After climbing the 5,895-meter Mt. Kilimanjaro last December, I was thrilled with the possibility of pursuing a 6000-meter peak. In my mind, it’s a psychological barrier, for after having some difficulty breathing in the final approach towards Uhuru Peak, the summit of Kilimanjaro, I entertained some doubts about my physical capability to go higher.
And so, when the opportunity to travel to India came, I decided to go for Stok Kangri, at 6153m the “highest trekkable peak” in India. I was joined by my friends, Farah Pasamonte who had joined me in Kilimanjaro, and Jacob Sarreal. This mountain, located at the Ladakh Himalayas in the state of Jammu and Kashmir, is a fairly easy and almost non-technical peak, even though we were hiking towards the end of the season, which meant colder temperatures, snow, and the need to bring ice axes and crampons. In the local language, “Kangri” means snow peak, and “Stok” is the name of the village at the foot of the mountain.

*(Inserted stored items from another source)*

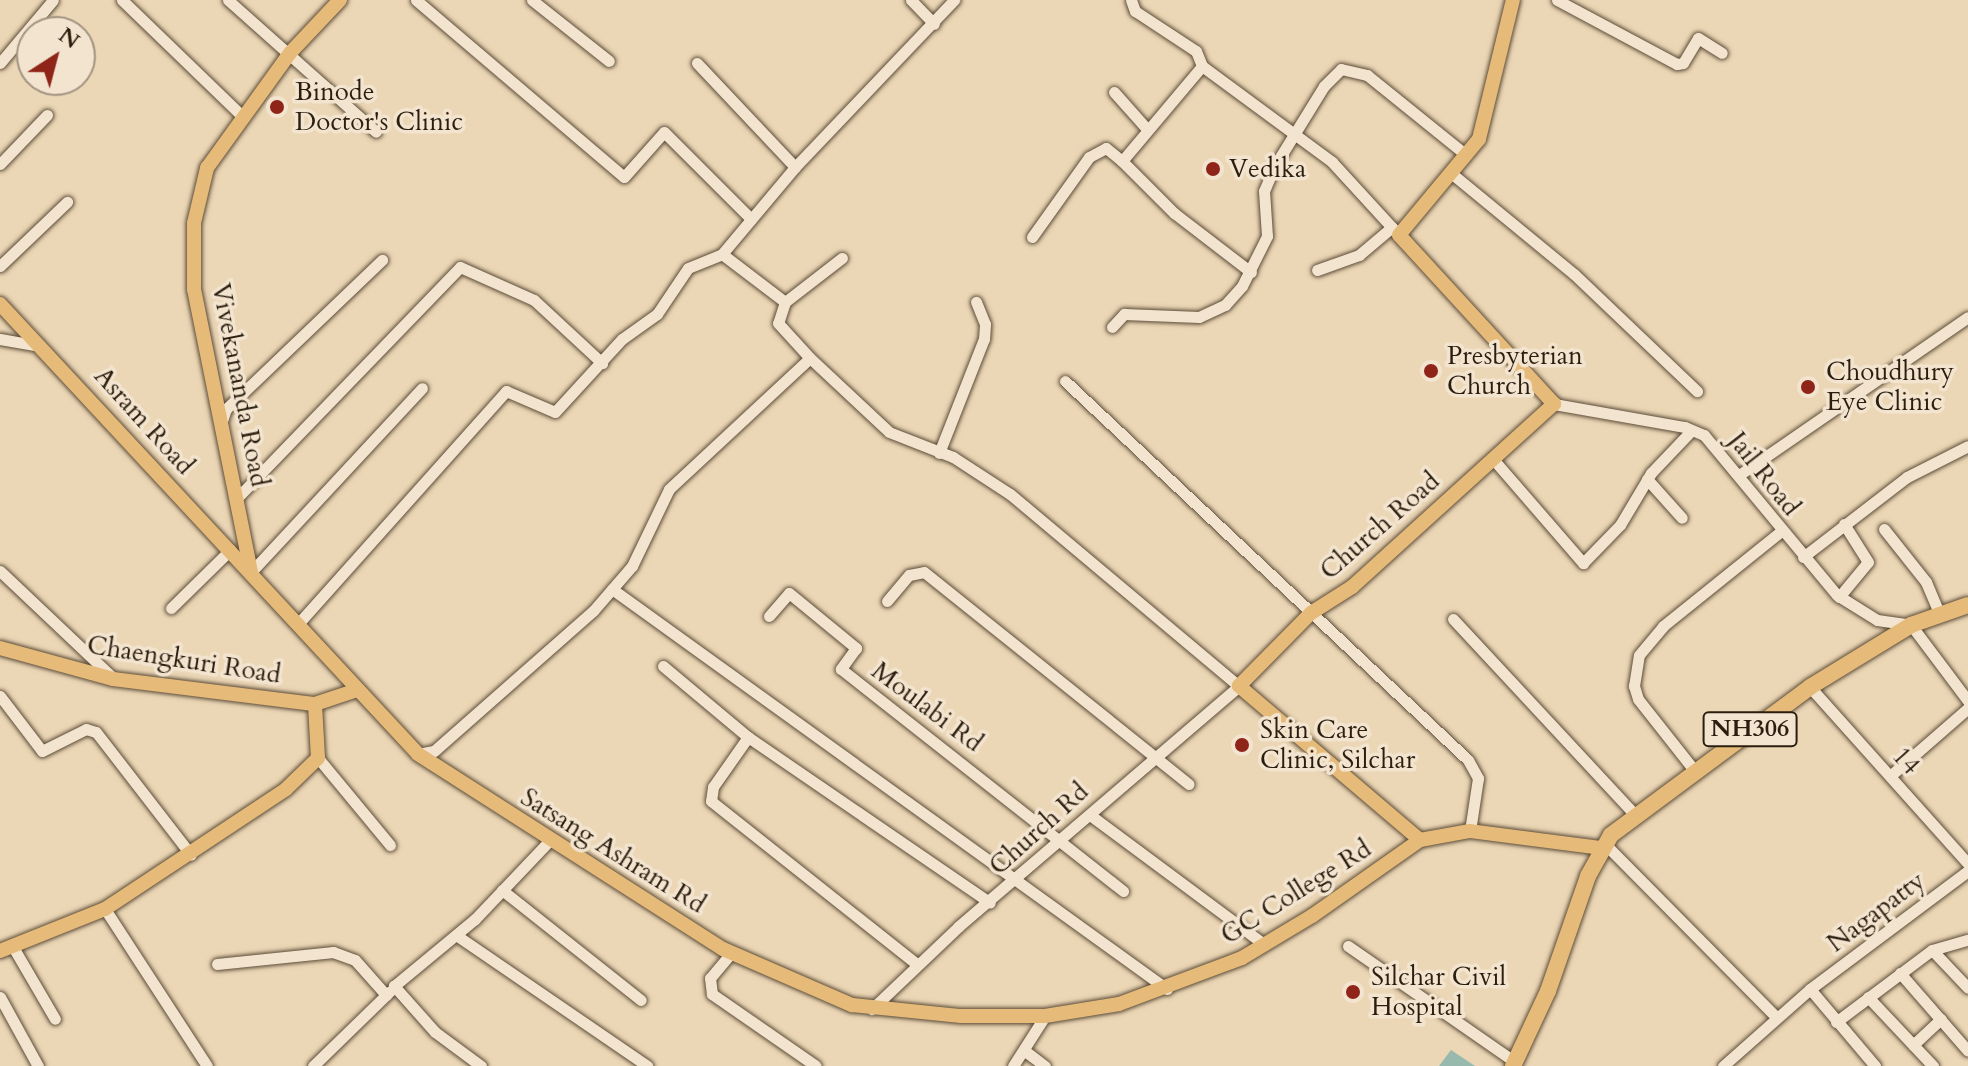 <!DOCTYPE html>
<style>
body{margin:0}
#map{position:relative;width:1968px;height:1066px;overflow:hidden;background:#ebd6b5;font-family:Cardo,serif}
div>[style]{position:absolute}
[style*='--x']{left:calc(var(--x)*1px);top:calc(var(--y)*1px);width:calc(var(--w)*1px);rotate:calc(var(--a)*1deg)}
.water>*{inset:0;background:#98b9ad}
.roads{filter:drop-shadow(0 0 2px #5c4c38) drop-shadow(0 0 2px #5c4c38)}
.minor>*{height:11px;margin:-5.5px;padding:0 5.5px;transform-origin:5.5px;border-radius:5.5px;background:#f2e4cf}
.major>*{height:14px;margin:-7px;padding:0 7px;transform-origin:7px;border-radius:7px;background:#e6bb7a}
.highway>*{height:16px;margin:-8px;padding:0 8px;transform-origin:8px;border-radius:8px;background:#e6bb7a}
.dots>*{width:22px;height:22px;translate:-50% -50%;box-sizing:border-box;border:4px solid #f2e4cf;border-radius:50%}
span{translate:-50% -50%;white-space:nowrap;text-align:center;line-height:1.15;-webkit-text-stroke:7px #f2e4cf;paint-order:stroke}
.shield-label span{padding:2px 6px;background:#f2e4cf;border:2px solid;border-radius:6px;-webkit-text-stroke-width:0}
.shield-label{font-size:24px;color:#2c1e0f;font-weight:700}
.poi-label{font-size:26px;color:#2c1e0f}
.left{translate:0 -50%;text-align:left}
.street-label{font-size:26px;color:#2c1e0f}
.north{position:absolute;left:16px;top:16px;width:80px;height:80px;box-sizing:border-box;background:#f2e4cf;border:2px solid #a39582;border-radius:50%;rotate:36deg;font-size:22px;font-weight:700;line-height:32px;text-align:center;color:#2c1e0f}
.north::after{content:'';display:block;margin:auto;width:28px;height:36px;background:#8f2418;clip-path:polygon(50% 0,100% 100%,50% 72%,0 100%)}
</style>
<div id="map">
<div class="water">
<div style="clip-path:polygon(1451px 1050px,1475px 1066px,1439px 1066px)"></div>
</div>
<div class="roads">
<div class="minor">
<div style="--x:122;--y:0;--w:168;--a:44"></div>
<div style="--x:228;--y:0;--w:198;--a:41.7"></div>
<div style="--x:416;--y:0;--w:273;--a:40.4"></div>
<div style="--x:624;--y:177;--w:60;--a:-48.4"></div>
<div style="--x:664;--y:132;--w:123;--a:45"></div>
<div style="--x:532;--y:0;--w:98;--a:38.4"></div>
<div style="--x:911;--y:0;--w:33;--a:46"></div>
<div style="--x:1131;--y:0;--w:12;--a:70"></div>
<div style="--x:1135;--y:11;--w:73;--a:33.3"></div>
<div style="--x:1196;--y:51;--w:16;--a:68"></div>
<div style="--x:1202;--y:66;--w:162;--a:36.4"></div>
<div style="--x:1332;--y:162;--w:99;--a:47.5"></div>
<div style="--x:1557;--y:0;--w:136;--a:28.1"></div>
<div style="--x:1677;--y:64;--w:6;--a:-9"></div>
<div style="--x:1683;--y:63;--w:29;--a:-59"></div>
<div style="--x:1698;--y:38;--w:28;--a:32"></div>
<div style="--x:0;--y:63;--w:82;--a:-49.9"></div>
<div style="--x:1114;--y:92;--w:50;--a:48.3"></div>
<div style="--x:1122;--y:161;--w:74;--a:45"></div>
<div style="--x:1174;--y:213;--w:97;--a:37.5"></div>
<div style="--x:0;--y:164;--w:68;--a:-46.2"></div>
<div style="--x:795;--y:167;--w:231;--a:-46.4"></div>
<div style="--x:1451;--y:173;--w:159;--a:39.4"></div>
<div style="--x:1574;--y:274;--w:170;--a:43.6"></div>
<div style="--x:1032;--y:237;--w:98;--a:-54.5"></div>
<div style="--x:1089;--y:157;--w:19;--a:-28"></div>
<div style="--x:1106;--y:148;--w:21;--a:39"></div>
<div style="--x:1122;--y:161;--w:124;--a:-49.9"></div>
<div style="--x:722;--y:254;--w:79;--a:37.3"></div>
<div style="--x:785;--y:302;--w:22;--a:108"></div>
<div style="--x:778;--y:323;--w:47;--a:47.6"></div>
<div style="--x:0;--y:266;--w:93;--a:-43.7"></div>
<div style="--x:1317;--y:270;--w:45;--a:-19.7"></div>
<div style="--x:1359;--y:255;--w:43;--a:-40.3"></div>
<div style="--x:785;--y:302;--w:72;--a:-37.7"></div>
<div style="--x:1112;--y:327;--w:18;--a:-47"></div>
<div style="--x:1124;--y:314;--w:75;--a:2.3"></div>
<div style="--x:1199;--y:317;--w:29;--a:-25"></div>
<div style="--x:1225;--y:305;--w:25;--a:-48"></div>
<div style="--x:1242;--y:286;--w:56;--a:-63.4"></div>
<div style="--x:1267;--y:236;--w:45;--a:-93.8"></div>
<div style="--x:1264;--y:191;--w:26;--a:-67"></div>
<div style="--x:1274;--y:167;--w:95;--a:-58.3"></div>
<div style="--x:1324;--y:86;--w:24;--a:-45"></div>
<div style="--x:1341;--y:69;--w:27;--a:13"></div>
<div style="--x:1367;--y:75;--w:127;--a:38.9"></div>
<div style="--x:0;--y:339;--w:41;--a:9.9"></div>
<div style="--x:1065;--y:381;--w:553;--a:43.24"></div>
<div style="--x:1468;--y:760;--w:21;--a:61"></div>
<div style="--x:1478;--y:778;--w:54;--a:98.6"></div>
<div style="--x:1554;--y:404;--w:133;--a:10"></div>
<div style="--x:1685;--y:427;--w:21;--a:23"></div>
<div style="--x:1704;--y:435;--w:208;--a:50.3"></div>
<div style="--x:1837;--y:595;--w:47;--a:32"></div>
<div style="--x:1877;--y:620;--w:34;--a:8"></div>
<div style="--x:1911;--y:625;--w:95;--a:53.1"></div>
<div style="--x:221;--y:424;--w:16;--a:-72"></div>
<div style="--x:226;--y:409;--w:216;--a:-43.7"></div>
<div style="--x:939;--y:453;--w:123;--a:-68.5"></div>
<div style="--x:984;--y:339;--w:15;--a:-86"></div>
<div style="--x:985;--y:324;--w:24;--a:-112"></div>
<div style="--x:1493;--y:459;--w:138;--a:49.1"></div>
<div style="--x:1583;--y:563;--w:53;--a:-45.8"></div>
<div style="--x:1620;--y:525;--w:61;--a:-59.2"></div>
<div style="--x:1651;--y:473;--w:59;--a:-46.4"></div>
<div style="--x:1739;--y:475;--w:278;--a:-34.6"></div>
<div style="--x:1647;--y:479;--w:52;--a:48.1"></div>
<div style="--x:237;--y:498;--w:321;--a:-46"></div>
<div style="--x:460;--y:267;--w:81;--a:24"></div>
<div style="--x:534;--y:300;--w:93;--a:42.8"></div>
<div style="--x:1884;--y:529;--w:68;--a:51.6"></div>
<div style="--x:1926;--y:582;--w:34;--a:67"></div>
<div style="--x:1803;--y:557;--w:131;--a:-37.6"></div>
<div style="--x:1907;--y:477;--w:68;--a:-26.9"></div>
<div style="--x:0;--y:571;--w:156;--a:43.4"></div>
<div style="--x:251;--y:572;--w:251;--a:-47.1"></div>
<div style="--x:612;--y:589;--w:684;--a:35.78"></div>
<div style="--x:1839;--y:597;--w:45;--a:-50.4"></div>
<div style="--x:1868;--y:562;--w:45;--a:-122.3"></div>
<div style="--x:887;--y:601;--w:34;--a:-50"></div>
<div style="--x:909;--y:575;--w:15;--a:-11"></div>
<div style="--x:924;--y:572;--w:339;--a:38.7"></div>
<div style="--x:171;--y:608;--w:83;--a:-44.5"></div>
<div style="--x:769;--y:616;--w:30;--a:-49"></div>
<div style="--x:789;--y:593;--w:87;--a:39.4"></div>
<div style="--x:856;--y:648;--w:26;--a:126"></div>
<div style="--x:841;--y:669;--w:359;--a:38.2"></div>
<div style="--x:1453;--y:619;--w:267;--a:47.1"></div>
<div style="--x:297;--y:625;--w:314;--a:-48.2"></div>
<div style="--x:506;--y:391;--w:53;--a:23.2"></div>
<div style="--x:555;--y:412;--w:99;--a:-47.5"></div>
<div style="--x:622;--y:339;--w:43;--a:-35.5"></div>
<div style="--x:657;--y:314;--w:55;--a:-56"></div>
<div style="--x:688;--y:268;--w:37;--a:-22"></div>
<div style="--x:722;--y:254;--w:114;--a:-50"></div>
<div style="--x:795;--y:167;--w:143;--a:-133.3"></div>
<div style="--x:663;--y:666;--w:111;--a:39.9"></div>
<div style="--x:748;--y:737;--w:293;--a:34.4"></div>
<div style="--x:1810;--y:687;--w:237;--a:48.2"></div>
<div style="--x:0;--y:696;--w:69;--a:52.6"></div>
<div style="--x:42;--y:751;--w:49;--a:-26.6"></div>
<div style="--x:86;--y:729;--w:10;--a:17"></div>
<div style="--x:96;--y:732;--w:155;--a:52.3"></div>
<div style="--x:748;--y:737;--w:61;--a:125"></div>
<div style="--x:713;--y:787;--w:14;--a:98"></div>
<div style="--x:711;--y:801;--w:263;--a:38.4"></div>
<div style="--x:418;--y:754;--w:16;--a:-11"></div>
<div style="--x:434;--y:751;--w:212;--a:-41.4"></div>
<div style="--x:593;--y:611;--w:60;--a:-49.1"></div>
<div style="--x:632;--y:566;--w:85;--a:-64.3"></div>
<div style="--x:669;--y:489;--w:192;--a:-42.9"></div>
<div style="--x:810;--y:358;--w:108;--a:43.1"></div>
<div style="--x:889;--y:432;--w:69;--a:21.3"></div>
<div style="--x:953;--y:457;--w:68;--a:33"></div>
<div style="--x:1010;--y:494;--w:299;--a:40"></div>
<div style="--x:1239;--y:686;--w:370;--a:139.4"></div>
<div style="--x:958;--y:927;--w:119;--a:136.4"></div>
<div style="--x:318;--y:758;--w:113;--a:50.4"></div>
<div style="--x:1694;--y:770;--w:90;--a:-128.3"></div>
<div style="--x:1638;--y:699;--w:14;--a:-107"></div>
<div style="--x:1634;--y:686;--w:31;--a:-81"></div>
<div style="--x:1639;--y:655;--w:38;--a:-50"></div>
<div style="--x:1663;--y:626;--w:151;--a:-38.8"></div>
<div style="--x:1890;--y:776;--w:103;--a:-41.1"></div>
<div style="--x:1090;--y:815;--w:217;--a:36.6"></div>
<div style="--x:1604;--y:843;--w:245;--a:45.3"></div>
<div style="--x:502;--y:890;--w:177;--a:38.4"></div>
<div style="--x:105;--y:909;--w:187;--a:57"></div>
<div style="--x:456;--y:935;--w:232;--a:34.4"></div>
<div style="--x:1348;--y:946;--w:203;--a:34.8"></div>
<div style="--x:13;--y:947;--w:83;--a:59.7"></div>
<div style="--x:1932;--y:950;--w:52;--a:46.5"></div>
<div style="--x:732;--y:952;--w:34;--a:130"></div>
<div style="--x:710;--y:978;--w:16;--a:83"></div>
<div style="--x:712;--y:994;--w:126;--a:34.7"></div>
<div style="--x:217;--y:964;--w:117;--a:-5.9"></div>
<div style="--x:333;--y:952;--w:23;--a:20"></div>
<div style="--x:355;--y:960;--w:47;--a:48.5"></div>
<div style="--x:1900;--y:973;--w:103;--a:48.9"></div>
<div style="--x:1810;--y:989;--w:101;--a:49.8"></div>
<div style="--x:0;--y:997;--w:79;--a:61.2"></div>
<div style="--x:1868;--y:997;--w:95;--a:46.7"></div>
<div style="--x:1836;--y:1022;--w:120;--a:-36.9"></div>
<div style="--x:1932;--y:950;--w:37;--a:-16"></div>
<div style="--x:1913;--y:1045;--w:38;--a:-43"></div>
<div style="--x:1025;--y:1051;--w:25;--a:37"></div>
<div style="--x:313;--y:1066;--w:107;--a:-44.2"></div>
<div style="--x:481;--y:1066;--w:57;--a:-143.5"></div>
<div style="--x:435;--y:1032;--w:62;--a:-131.7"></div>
<div style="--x:394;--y:986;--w:105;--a:-39.6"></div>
<div style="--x:475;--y:919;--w:108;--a:-46.5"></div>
<div style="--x:1013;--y:1066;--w:59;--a:-57.4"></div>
<div style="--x:1723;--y:1066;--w:116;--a:-41.5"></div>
<div style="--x:1810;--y:989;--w:197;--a:-36.8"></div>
</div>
<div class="major">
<div style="--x:0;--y:304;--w:614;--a:47.11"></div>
<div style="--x:418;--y:754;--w:362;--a:32.6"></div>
<div style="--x:723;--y:949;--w:141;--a:23.5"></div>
<div style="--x:852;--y:1005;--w:110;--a:5.8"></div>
<div style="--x:961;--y:1016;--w:84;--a:0"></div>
<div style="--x:1045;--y:1016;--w:75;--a:-9.2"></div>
<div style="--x:1119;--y:1004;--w:131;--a:-20.5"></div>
<div style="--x:1242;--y:958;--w:82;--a:-31"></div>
<div style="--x:1312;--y:916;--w:132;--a:-35.1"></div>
<div style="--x:1420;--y:840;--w:51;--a:-10.2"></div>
<div style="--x:1470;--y:831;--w:132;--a:7.4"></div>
<div style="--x:251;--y:572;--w:289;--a:-101.4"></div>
<div style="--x:194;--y:289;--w:66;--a:-90"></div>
<div style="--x:194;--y:223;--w:57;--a:-76.7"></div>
<div style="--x:207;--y:168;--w:142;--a:-54.2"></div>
<div style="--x:290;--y:53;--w:73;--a:-46.7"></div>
<div style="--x:0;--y:648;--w:117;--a:15.3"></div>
<div style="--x:113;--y:679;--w:204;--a:7.1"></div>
<div style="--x:1420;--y:840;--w:238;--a:-139.6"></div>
<div style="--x:1239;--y:686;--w:103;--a:-45.4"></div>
<div style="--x:1311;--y:613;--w:49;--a:-32.4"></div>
<div style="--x:1352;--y:587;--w:273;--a:-42.2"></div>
<div style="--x:1554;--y:404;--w:229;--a:-132.5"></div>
<div style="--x:1399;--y:235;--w:125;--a:-50.2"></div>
<div style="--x:1479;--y:139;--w:143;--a:-76.3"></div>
<div style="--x:0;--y:951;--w:113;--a:-21.8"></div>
<div style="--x:105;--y:909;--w:217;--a:-33.5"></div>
<div style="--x:286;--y:789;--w:45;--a:-44.1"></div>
<div style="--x:318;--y:758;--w:54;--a:-93.2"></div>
<div style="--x:315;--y:704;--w:44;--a:-18.4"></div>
</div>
<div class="highway">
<div style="--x:1513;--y:1066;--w:83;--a:-65"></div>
<div style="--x:1548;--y:991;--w:122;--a:-70.8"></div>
<div style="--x:1588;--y:876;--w:47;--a:-60.7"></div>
<div style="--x:1611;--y:835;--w:248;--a:-36.6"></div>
<div style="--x:1810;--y:687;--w:119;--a:-31.5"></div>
<div style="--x:1911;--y:625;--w:60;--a:-19.3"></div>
</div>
</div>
<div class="dots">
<div style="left:277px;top:107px;background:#8f2418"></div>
<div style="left:1213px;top:169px;background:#8f2418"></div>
<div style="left:1431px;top:371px;background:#8f2418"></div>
<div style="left:1808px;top:387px;background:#8f2418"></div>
<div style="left:1242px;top:745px;background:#8f2418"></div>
<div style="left:1353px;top:992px;background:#8f2418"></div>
</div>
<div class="shield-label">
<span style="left:1750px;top:729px">NH306</span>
</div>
<div class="poi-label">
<span class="left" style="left:295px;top:107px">Binode<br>Doctor's Clinic</span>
<span class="left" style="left:1229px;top:169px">Vedika</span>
<span class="left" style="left:1447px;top:371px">Presbyterian<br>Church</span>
<span class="left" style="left:1826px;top:387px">Choudhury<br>Eye Clinic</span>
<span class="left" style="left:1260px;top:745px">Skin Care<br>Clinic, Silchar</span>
<span class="left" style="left:1371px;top:992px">Silchar Civil<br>Hospital</span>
</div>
<div class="street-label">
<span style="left:240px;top:385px;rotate:79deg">Vivekananda Road</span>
<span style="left:144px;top:421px;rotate:48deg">Asram Road</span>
<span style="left:1764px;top:474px;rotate:52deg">Jail Road</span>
<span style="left:1380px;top:526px;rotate:-41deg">Church Road</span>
<span style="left:184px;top:660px;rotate:9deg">Chaengkuri Road</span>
<span style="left:927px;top:707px;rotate:37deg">Moulabi Rd</span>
<span style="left:1906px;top:761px;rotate:48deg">14</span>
<span style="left:1039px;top:829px;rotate:-42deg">Church Rd</span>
<span style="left:613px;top:851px;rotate:32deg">Satsang Ashram Rd</span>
<span style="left:1296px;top:892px;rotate:-32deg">GC College Rd</span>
<span style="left:1876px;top:912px;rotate:-37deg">Nagapatty</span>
</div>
<div class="north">N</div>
</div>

Despite the supposed ease of the climb, I came across several articles in the Internet saying that Stok Kangri is actually a challenging trek, and the summit success rate is exaggerated by tour operators, to encourage people to try it. To maximize our changes of summiting the mountain, we decided to spend three days in the town of Leh, which at around 3400m is a good place to acclimatize. We did a short trek to Shanti Stupa (Hiking matters #254) and a drive up and another short trek in Khardung La, dubbed the “highest motorable road in the world” at over 5300m.
Finally, on September 22, 2012, we started trekking, from a place called Spituk to a campsite called Zingchan. With the barren landscapes all around you, you’d feel that the trek was set “in the middle of nowhere”. But we actually trekked on a road, where vehicles passed through – a cause of no small disappointment on our part. Still, since we were excited to be finally doing the trek, we plodded along.
Significantly, along the way, we passed through a river that is actually one of the sources of one of the world’s great rivers, the Indus. But after that, the rest of the trek was going through desolate mounds of rock. Fortunately, the trek was not really that long — just about four hours.
Zingchan, the campsite, looked like an oasis in a desert, since it was beside a stream, and there were actually trees on it. The elevation was 3900m. The trek was very easy but we knew it was only the beginning. It will get much harder and colder as we went higher.